** Opening RECORDS TO USE block **
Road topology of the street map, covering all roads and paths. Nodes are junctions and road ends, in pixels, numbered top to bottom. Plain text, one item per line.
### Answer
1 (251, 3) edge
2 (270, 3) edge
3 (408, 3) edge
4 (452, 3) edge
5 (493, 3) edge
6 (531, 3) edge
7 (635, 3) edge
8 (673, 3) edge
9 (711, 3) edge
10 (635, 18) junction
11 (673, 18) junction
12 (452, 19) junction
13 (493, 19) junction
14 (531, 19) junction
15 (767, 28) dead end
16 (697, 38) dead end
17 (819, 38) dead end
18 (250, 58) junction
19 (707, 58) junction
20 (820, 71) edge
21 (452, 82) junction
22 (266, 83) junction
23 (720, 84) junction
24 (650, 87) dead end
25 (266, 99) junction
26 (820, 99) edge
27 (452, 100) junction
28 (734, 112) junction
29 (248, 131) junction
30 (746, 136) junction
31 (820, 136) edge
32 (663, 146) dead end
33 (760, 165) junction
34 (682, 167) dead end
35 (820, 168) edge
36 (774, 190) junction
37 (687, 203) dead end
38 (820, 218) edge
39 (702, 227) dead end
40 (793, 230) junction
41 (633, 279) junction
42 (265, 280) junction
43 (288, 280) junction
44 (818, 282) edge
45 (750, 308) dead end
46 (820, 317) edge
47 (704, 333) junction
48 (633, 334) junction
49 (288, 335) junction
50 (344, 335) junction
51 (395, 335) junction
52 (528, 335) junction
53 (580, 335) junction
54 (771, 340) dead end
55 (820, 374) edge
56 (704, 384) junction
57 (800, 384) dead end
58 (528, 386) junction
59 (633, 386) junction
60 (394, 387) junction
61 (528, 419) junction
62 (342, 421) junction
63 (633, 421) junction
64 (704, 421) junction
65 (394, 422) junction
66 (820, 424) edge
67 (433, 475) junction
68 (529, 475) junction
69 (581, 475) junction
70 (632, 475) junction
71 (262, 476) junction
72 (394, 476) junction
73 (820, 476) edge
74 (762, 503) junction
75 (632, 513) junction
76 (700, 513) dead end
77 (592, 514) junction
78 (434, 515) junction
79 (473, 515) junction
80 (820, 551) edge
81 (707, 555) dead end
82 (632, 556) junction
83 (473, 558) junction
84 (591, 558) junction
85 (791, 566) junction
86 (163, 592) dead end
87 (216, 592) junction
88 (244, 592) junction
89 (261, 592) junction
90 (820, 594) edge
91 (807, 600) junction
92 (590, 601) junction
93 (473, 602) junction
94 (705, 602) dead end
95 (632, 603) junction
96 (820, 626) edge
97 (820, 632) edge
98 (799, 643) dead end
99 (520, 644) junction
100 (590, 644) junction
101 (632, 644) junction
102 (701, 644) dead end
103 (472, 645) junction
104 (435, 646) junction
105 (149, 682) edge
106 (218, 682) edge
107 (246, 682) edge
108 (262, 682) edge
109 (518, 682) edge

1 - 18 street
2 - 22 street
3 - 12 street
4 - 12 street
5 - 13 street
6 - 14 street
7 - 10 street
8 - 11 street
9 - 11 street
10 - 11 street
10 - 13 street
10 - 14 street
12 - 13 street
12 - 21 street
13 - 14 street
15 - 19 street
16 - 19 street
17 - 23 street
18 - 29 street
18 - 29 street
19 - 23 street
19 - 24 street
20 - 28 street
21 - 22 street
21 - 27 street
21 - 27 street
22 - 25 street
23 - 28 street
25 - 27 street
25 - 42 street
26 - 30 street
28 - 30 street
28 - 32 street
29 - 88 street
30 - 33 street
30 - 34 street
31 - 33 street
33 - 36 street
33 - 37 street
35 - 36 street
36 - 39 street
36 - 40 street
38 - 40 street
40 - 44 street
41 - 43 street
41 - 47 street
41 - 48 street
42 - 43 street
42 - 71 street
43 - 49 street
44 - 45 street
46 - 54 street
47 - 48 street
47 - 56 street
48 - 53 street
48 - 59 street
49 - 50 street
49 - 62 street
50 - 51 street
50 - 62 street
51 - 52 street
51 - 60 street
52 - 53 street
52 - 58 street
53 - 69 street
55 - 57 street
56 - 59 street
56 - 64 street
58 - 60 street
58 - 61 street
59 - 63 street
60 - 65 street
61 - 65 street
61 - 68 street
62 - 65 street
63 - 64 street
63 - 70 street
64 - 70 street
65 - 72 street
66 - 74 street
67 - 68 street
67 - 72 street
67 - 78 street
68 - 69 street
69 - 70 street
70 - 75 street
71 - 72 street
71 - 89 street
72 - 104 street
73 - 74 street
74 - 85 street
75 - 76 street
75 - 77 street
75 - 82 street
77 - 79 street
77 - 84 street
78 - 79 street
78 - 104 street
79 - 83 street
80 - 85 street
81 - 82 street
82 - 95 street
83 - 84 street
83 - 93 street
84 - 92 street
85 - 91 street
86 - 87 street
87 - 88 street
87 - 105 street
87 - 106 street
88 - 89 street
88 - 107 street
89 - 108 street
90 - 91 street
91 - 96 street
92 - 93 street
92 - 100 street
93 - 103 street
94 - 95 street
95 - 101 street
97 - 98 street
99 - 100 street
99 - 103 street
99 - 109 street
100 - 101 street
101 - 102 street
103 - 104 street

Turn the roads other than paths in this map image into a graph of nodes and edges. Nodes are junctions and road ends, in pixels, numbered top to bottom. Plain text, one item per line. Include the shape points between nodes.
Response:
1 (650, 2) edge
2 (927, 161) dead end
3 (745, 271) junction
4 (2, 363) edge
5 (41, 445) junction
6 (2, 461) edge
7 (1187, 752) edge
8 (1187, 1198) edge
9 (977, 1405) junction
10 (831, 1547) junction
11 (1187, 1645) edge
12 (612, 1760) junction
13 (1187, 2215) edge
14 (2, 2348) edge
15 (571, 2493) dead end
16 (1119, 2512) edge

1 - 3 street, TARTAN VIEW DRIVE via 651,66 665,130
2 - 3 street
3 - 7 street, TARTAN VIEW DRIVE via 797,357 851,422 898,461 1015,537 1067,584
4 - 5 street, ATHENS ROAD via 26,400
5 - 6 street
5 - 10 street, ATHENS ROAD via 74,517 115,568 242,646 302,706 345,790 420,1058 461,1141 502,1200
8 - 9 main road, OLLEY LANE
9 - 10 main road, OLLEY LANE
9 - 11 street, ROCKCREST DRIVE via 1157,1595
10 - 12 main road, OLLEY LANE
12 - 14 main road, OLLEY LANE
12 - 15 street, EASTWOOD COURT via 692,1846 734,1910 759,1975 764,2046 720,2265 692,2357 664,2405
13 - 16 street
** Closing RECORDS TO USE block **
* **WORK REQUIRED**: What lines of the data include the word "main"? Copy each of them.

* **RESPONSE AREA**:
8 - 9 main road, OLLEY LANE
9 - 10 main road, OLLEY LANE
10 - 12 main road, OLLEY LANE
12 - 14 main road, OLLEY LANE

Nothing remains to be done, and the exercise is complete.